Policy on China is shifting, exemplified by a plethora of reports bulging with analysis and suggestions. We read them so that you don’t have to.
  • Kudos to the anonymous authors at the State Department’s policy planning department for their beautifully written and thought-provoking China Challenge report. This ringing call for an invigorated U.S foreign policy is remarkable for its focus on upholding constitutional government at home and working with allies and the rules-based international order. Let’s hope nobody reads it in the White House.
  • The US-China Economic and Security Review Commission’s annual report makes dozens of suggestions, notably establishing reciprocity as the central principle of US-China ties. It wants lots of new reports and bodies to monitor the different aspects of Chinese mischief. Interestingly, it highlights the theft of Americans’ health data as a threat.
  • The Senate Foreign Relations Committee published a report with a six-point transatlantic agenda, while here in London, the China Research Group (a caucus in the governing Conservative Party) issued a nine-point plan focussing on measures to defend human rights, particularly in Hong Kong. The International Legal Aid Defence Fund is a good idea.
  • Finally, Tim Rühlig at IFRI has 25 recommendations for a more principled EU policy. An intriguing (and long overdue) one is a Europe-wide register of Chinese interference attempts.
All this is welcome. But what matters are deeds not words. Watch closely to see how far other countries are willing to go to help Australia, protect Taiwan and complain about Hong Kong.



What we’re reading: Lots of academic papers, of course, but not only.
  • The Italian La Stampa has a story that Huawei forced engineers at its Munich research complex to spy on its rival Cisco.
  • Congratulations too to colleagues at Sinopsis for their deep dive into the China “Friendship Group” in the European Parliament. It effectively functions as a proxy for Chinese Communist Party (CCP) domestic and external propaganda,” they argue.
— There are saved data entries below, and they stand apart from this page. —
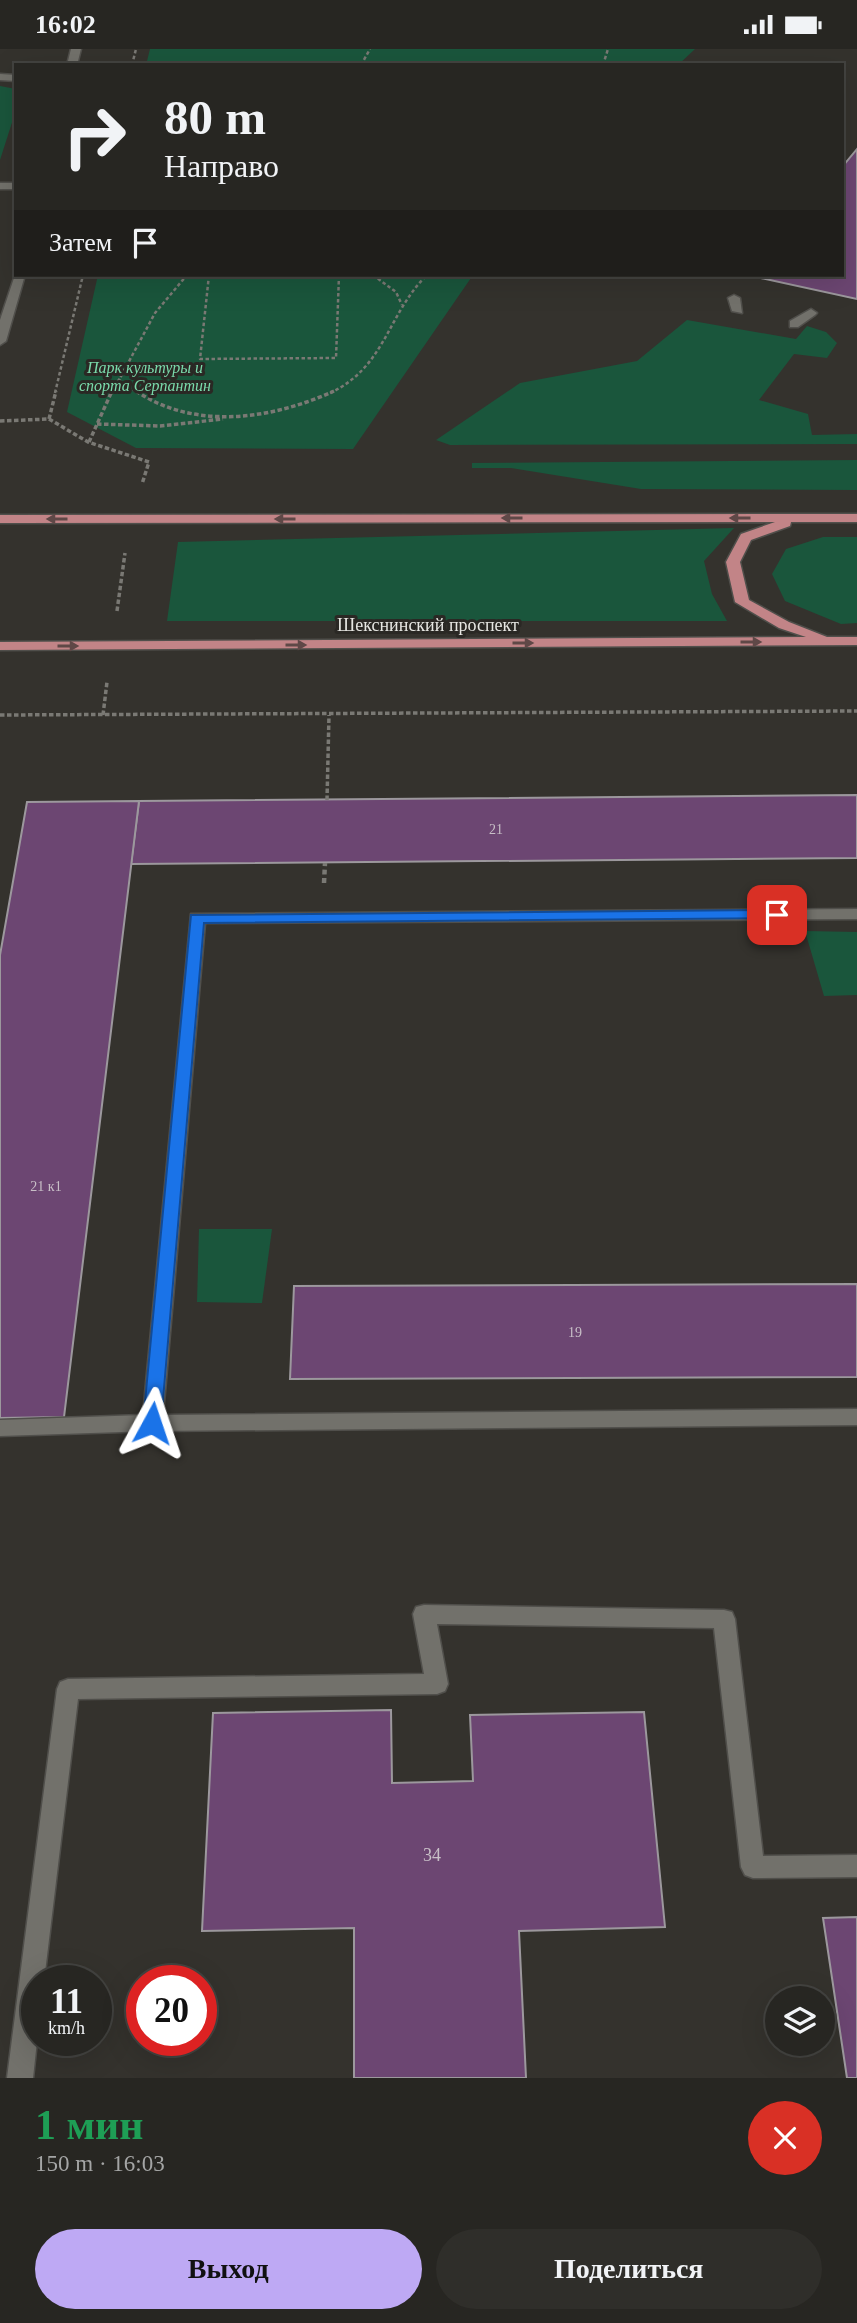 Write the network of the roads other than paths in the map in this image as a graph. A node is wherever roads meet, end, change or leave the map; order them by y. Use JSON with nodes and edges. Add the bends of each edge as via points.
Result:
{"nodes":[{"id":1,"x":18,"y":277,"type":"edge"},
{"id":2,"x":734,"y":298,"type":"dead end"},
{"id":3,"x":738,"y":311,"type":"dead end"},
{"id":4,"x":811,"y":313,"type":"dead end"},
{"id":5,"x":794,"y":324,"type":"dead end"},
{"id":6,"x":0,"y":341,"type":"edge"},
{"id":7,"x":800,"y":518,"type":"junction"},
{"id":8,"x":857,"y":518,"type":"edge"},
{"id":9,"x":0,"y":519,"type":"edge"},
{"id":10,"x":833,"y":641,"type":"junction"},
{"id":11,"x":857,"y":641,"type":"edge"},
{"id":12,"x":0,"y":646,"type":"edge"},
{"id":13,"x":857,"y":914,"type":"edge"},
{"id":14,"x":857,"y":1417,"type":"edge"},
{"id":15,"x":152,"y":1423,"type":"junction"},
{"id":16,"x":0,"y":1428,"type":"edge"},
{"id":17,"x":857,"y":1866,"type":"edge"},
{"id":18,"x":20,"y":2078,"type":"edge"}],
"edges":[{"from":1,"to":6,"type":"street"},
{"from":2,"to":3,"type":"street"},
{"from":4,"to":5,"type":"street"},
{"from":7,"to":8,"type":"main road"},
{"from":7,"to":9,"type":"main road","one_way":true},
{"from":7,"to":10,"type":"main road","via":[[746,537],[733,562],[742,602],[784,625]]},
{"from":10,"to":11,"type":"main road","name":"Шекснинский проспект"},
{"from":12,"to":10,"type":"main road","name":"Шекснинский проспект","one_way":true},
{"from":13,"to":15,"type":"street","via":[[197,918]]},
{"from":14,"to":15,"type":"street"},
{"from":15,"to":16,"type":"street"},
{"from":17,"to":18,"type":"street","via":[[753,1867],[724,1619],[424,1614],[437,1684],[68,1689]]}]}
The takeaway is that rather than destroying democratic governance structures, CCP influence activity aims to repurpose them as tools of extraterritorial influence.
  • If you can wade through the jargon (“analytic eclecticism” and “affective sticking points”) this has useful insights into the way that propaganda about the benefits of Chinese infrastructure, notably the Belt and Road Initiative, befuddled European public opinion.
  • If you prefer the dialect of English used by economists, this looks at how Europe is losing competitiveness in global value chains while China surges.
  • Rather more readably, Chang Che in the Atlantic is excellent on China’s fascination with the sovereignty-first “Nazi jurist” Carl Schmitt.
  • And also in the Atlantic, Thomas Wright of Brookings outlines the difference of opinion between the Biden administration’s “restorationists” who want to go back to the Obama era and the more hawkish “reformists” who see China as the administration’s defining challenge.